Consider, for example, offerings of finance courses in a business curriculum. The typical placement of international material at the end of a text book flies in the face of the academic trend toward integrating international issues throughout the curriculum. Hira (2003) notes the ways education is fast becoming a global business, following the trends of other industries. This expanding global business has engendered several different models for delivering course content internationally. Irrespective of the model, the nature of the new global business and availability of course content on the web make almost any model which includes an international emphasis a competitor to traditional universities (Hanna, 1998).

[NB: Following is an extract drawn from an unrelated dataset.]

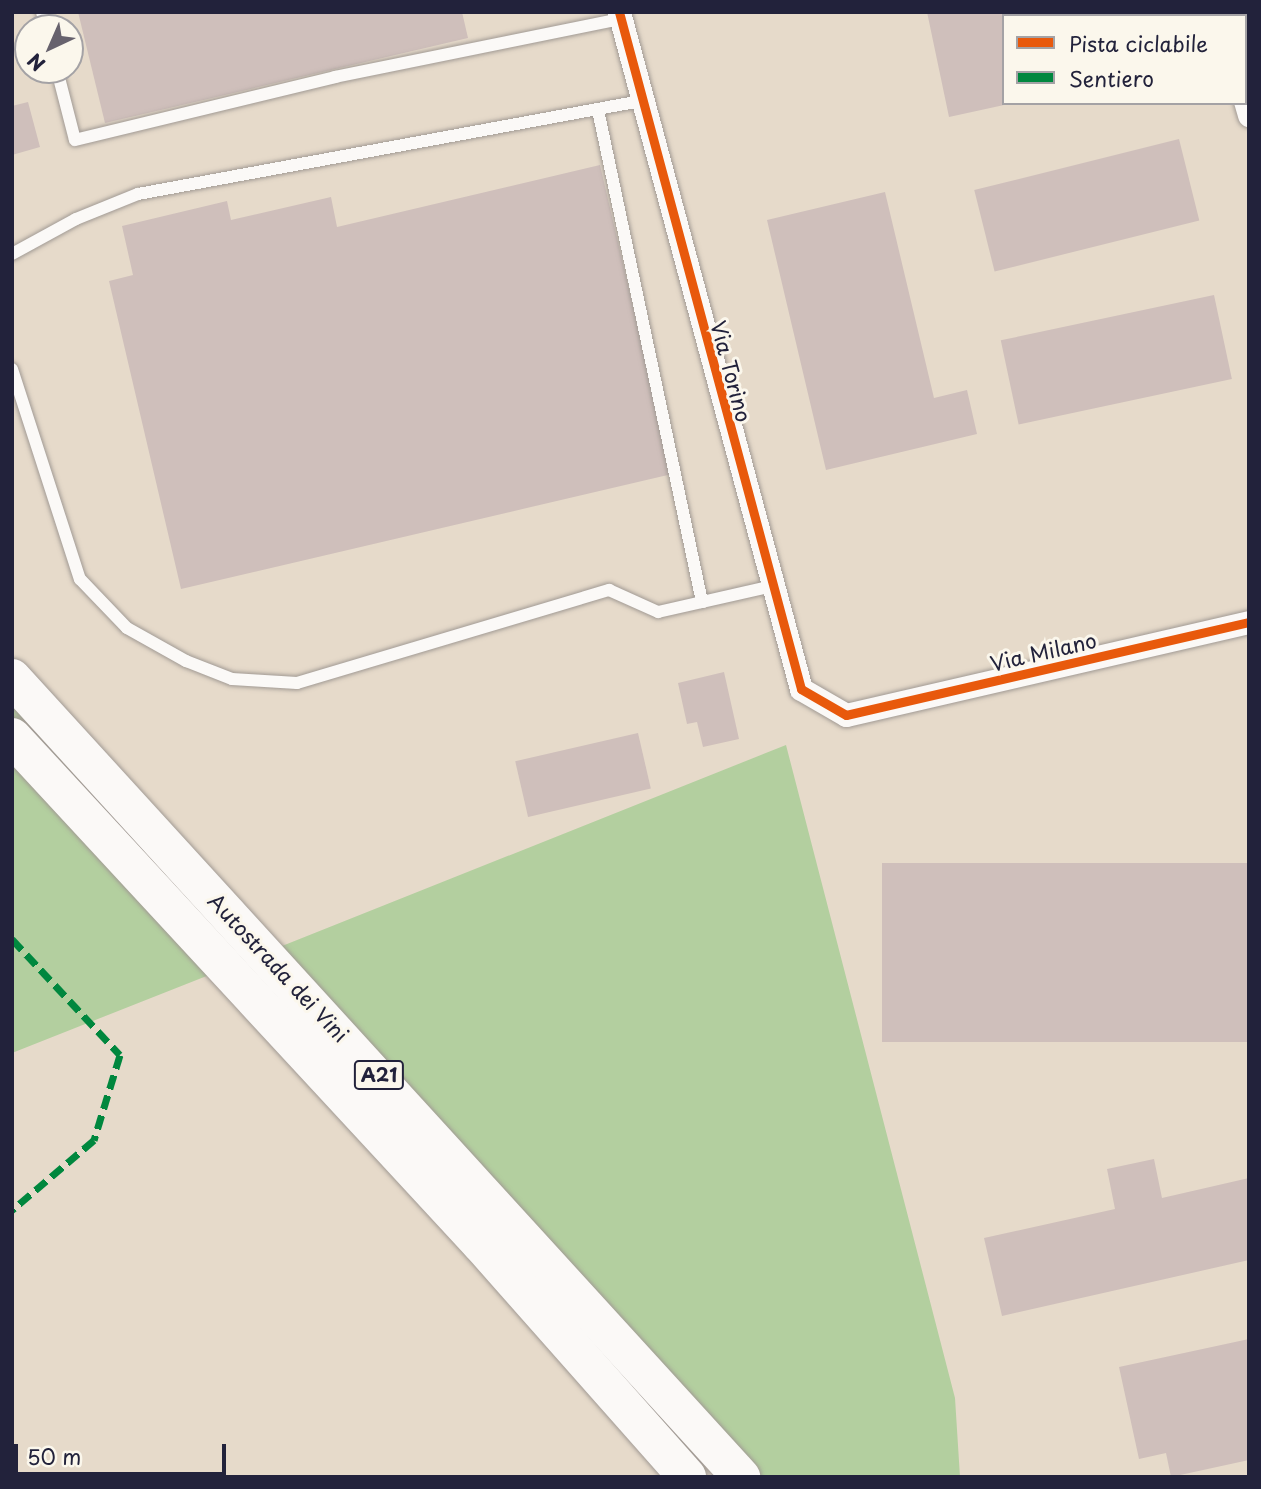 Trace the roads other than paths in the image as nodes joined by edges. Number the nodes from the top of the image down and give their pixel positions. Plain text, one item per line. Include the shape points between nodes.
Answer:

Although evidence suggests (Wilson, 2001) that cultural discontinuities affect learning effectiveness, this paper takes as its starting point the model that a cross-cultural course in finance is developed and offered successfully within the framework of the traditional university setting. The authors have learned from experience that the learning and teaching enrichment associated with such a course overwhelms the difficult issues surrounding a study-abroad, webbased course delivery.

Bates and Escamilla de los Santos (1997) note that a schism exits between the potential of web-based learning and practical results. They note that for the reality to meet expectations, the course must have well-developed information technology infrastructures, to develop curricula that transcend local cultural and language barriers, and to provide high quality instructor-learner support services. They lament (1997, p. 1) that ". . .there are few, if any, guidelines or precedents to follow." Judd et. al. (2009) note the usefulness of supplementing web-based teaching with video links to improve student outcomes.

A course taught internationally offers benefits to students and faculty. Feinberg and Vinaja (2002) found that two motivators drive faculty to participate in multicultural international courses: personal and professional satisfaction/enjoyment and a desire to keep up with technology. Anecdotal evidence supports their empirical results. We have noted that faculty participating in such a course learn the policies and procedures associated with foreign programs and thereby enhance their ability to work with foreign professionals and staff. Learning to work with foreign partners is necessary in a world in which political borders have been compressed in both time and distance, challenging the global university. Although often painful, learning to work in different cultures expands the faculty member's personal, social, and professional horizons.

Students in this type of course benefit for many or the same reasons as the instructor does. However, students are receiving the benefits at the start of their careers, and so should be able to take greater advantage over their working lives.

This paper addresses a way to redress the deficiency of internationalization of the curriculum by developing the logistics and delivery of a collaborative finance course jointly offered at U.S. and Mexican campuses. The reader will see that the development requires financial and emotional commitment by several parties and requires about a year from inception to offering the course. …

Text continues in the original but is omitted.